I remember when I was confronted with the same question for the very first time. I had no idea how to reply to the email from the PR agency, but luckily I knew I was meeting one of my best blogger friends Sherin for a bit of shopping on Regents Street and a celebratory lunch later that day (I had just found out I had got into the study abroad programme and that I would be spending the next year living in California). I can remember very clearly standing at the counter while she paid in Gant asking her how much I should charge for a sponsored post, and I'm going to pass on the fantastic advice she gave me to you all. 

First, think of the very, very minimum you would accept for a post. Think about what goes into it; your time, your skill and writing and maybe your photography and photo editing skills too. This should be your base mark. Obviously you want to be making more than this, to be making a profit, so if your figure is under £100 I would recommend adding about £20-£40 more onto it. If it is more than £100, whatever feels right, and if you were a client what you would pay. Once you have your figure of what you want to accept in mind, add whatever you added on for profit onto it again. You know in your head that what you charge is 'X' amount, but if you add to 'X' amount and make it 'Y' amount you have room for negotiation. If a brand accepts 'Y' amount at face value, great! If they come back to you and say it is a little more than you were looking to pay, you can negotiate down a little towards 'X' amount without losing out on what you originally had in your head as the lowest figure you would accept.

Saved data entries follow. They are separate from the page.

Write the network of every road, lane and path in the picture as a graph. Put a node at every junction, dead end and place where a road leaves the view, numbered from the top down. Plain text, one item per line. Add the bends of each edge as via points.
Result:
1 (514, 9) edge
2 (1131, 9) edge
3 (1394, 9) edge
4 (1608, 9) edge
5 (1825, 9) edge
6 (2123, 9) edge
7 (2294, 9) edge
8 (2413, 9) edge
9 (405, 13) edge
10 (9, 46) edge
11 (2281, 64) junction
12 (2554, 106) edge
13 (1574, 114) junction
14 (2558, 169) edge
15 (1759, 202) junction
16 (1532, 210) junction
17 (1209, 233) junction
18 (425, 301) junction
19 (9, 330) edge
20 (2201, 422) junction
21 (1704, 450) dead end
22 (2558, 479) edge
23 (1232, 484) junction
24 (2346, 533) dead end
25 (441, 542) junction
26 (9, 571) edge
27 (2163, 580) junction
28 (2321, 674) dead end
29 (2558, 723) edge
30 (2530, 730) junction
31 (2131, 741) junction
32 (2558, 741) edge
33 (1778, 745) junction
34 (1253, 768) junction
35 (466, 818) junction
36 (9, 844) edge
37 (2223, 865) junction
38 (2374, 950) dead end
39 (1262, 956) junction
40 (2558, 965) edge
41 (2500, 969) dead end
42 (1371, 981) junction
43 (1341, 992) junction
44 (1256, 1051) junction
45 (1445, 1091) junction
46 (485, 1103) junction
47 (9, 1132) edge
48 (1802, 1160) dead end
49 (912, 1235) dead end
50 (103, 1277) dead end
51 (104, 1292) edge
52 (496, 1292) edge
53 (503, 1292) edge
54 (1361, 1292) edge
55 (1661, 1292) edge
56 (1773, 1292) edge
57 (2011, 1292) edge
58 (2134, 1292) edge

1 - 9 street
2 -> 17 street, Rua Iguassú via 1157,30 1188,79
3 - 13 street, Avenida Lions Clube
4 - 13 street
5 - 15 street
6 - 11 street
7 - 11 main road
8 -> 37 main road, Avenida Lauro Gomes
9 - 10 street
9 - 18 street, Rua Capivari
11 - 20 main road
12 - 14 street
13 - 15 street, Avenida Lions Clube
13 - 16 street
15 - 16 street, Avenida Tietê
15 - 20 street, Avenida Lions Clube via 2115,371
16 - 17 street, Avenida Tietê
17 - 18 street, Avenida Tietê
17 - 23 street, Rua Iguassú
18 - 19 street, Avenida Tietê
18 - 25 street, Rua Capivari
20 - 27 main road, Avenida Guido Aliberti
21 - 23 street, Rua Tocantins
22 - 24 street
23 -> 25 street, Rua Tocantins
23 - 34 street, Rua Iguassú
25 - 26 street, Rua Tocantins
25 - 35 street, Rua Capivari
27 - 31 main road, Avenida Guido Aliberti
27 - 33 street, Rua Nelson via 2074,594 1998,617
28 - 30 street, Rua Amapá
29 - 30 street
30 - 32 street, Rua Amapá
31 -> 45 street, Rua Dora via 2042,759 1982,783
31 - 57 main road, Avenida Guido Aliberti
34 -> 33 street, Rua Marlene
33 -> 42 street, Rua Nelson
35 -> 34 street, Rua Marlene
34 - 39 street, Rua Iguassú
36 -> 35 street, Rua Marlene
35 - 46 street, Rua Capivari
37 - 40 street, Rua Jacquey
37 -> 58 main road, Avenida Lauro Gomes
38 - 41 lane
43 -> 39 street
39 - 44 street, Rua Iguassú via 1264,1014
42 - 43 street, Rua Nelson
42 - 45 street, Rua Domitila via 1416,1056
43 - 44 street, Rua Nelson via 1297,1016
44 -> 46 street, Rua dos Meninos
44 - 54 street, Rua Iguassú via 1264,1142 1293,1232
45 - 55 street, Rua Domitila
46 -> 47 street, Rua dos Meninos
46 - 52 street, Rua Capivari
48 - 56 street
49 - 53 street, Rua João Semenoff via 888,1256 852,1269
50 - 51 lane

By using this formula, and after a few months of trial and error with numbers I came up with a set figure for Rachel Phipps and a more liquid one for The Glossy Guide. After a while you will get to know your traffic numbers and how sponsored posts perform, and it will be pretty intuitive to you when your traffic has gone up to the point where you know you should put your asking price up a little too. However, I want to take this moment to remind all of my lovely readers who happen to have blogs every time I get an email from a brand offering me much more than my figure 'X' to post about something that really does not fit in with my blog; it is not worth it. Your readers love and visit your blog because of you, and your content so if something does not feel right to you, no matter how much money you are offered it probably won't feel right to them either and you may be in danger of losing loyal readers because of it. In the long run, your readers are probably worth more to you than whatever figure you were offered. 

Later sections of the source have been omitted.